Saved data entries
--- --- ---

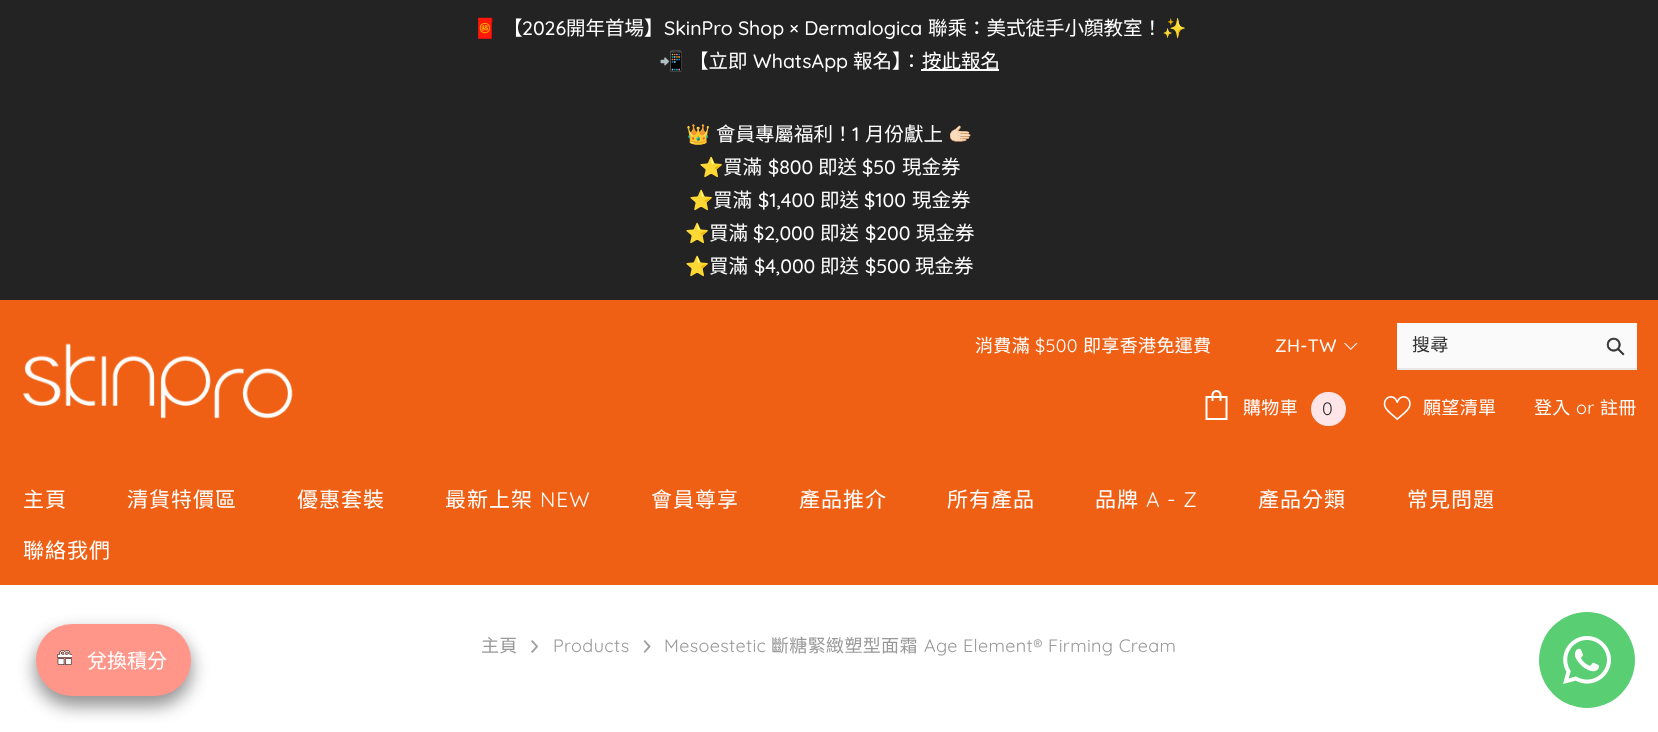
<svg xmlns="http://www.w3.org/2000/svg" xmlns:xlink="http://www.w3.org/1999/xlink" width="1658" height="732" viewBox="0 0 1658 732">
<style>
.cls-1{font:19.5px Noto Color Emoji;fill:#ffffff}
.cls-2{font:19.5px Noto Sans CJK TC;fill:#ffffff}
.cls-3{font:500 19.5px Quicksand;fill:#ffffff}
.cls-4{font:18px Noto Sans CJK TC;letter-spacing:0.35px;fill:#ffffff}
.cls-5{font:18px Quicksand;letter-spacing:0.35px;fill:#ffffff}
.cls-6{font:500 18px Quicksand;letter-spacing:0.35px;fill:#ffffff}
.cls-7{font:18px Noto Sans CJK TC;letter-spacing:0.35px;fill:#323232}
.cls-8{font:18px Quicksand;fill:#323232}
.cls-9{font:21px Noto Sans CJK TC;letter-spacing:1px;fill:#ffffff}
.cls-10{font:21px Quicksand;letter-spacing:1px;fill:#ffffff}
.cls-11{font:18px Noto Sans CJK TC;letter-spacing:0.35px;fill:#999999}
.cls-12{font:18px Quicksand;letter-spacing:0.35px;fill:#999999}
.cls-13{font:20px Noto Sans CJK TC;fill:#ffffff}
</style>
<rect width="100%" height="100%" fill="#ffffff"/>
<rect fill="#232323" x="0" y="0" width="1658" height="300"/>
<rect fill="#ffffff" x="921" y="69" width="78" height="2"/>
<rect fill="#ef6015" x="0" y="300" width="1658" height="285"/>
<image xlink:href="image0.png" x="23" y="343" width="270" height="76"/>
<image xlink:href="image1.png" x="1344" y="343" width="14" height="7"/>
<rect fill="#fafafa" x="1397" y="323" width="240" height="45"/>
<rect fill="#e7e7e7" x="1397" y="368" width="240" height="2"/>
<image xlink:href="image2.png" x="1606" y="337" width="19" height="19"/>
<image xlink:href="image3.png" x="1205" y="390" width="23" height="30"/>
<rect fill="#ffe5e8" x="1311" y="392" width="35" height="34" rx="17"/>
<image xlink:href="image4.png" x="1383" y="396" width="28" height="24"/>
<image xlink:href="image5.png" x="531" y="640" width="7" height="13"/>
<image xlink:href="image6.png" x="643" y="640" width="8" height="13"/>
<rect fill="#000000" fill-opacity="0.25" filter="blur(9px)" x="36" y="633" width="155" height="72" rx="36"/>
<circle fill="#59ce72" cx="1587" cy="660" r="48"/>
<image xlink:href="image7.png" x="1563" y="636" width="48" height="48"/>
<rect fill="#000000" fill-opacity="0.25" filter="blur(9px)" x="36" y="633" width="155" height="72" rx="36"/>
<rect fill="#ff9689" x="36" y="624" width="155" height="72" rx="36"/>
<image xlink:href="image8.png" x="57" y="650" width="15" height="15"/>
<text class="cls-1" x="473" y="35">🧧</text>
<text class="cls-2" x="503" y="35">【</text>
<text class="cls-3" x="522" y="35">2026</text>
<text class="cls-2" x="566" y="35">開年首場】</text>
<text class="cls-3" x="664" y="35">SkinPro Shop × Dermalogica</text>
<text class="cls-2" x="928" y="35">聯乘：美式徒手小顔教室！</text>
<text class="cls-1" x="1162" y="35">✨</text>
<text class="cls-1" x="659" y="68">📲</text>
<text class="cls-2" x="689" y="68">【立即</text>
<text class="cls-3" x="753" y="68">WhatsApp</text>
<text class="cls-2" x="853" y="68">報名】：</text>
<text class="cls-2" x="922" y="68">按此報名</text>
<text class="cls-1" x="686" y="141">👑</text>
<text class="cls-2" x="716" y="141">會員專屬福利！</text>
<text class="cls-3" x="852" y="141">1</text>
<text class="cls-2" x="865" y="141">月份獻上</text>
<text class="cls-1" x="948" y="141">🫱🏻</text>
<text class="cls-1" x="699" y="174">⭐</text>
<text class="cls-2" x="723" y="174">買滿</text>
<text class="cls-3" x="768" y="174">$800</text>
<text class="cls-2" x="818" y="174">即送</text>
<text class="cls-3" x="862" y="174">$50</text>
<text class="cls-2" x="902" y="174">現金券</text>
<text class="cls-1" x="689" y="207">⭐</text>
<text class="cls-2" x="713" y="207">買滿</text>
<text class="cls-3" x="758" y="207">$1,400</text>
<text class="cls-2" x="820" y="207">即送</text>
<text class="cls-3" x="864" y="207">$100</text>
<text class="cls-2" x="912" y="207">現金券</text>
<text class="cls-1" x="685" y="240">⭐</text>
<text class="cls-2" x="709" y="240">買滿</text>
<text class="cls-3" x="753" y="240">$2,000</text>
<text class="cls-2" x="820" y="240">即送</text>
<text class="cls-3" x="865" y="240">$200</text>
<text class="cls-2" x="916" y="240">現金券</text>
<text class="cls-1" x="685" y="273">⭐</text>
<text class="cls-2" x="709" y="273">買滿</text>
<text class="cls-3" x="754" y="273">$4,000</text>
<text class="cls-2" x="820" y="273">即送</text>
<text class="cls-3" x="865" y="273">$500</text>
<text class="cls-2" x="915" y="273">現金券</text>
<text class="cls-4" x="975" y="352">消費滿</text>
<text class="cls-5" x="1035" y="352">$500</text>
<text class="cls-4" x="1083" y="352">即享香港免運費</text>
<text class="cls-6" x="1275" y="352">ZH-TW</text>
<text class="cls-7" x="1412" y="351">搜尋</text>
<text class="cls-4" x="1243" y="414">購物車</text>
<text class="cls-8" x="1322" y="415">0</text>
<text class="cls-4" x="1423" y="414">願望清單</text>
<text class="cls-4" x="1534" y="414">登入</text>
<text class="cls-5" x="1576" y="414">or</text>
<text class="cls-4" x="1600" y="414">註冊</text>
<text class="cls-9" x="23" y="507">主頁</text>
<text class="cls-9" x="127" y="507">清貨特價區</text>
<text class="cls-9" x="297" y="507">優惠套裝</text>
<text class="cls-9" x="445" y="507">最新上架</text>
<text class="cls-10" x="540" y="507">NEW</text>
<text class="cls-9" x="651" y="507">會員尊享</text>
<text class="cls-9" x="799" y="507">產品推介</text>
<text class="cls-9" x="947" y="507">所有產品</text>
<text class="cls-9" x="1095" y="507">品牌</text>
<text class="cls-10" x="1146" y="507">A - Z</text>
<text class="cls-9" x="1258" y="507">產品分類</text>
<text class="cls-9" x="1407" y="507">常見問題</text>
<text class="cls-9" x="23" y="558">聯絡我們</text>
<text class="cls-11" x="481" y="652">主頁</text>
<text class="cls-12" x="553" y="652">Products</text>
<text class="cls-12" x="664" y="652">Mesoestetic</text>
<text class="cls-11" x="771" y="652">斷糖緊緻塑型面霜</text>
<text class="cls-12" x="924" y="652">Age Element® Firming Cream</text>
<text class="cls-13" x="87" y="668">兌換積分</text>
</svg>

--- --- ---

WHAT IS EXPECTED >> All lines of the entries containing the string "letter" must be shown in full.

RESPONSE TO THIS EXERCISE >>
.cls-4{font:18px Noto Sans CJK TC;letter-spacing:0.35px;fill:#ffffff}
.cls-5{font:18px Quicksand;letter-spacing:0.35px;fill:#ffffff}
.cls-6{font:500 18px Quicksand;letter-spacing:0.35px;fill:#ffffff}
.cls-7{font:18px Noto Sans CJK TC;letter-spacing:0.35px;fill:#323232}
.cls-9{font:21px Noto Sans CJK TC;letter-spacing:1px;fill:#ffffff}
.cls-10{font:21px Quicksand;letter-spacing:1px;fill:#ffffff}
.cls-11{font:18px Noto Sans CJK TC;letter-spacing:0.35px;fill:#999999}
.cls-12{font:18px Quicksand;letter-spacing:0.35px;fill:#999999}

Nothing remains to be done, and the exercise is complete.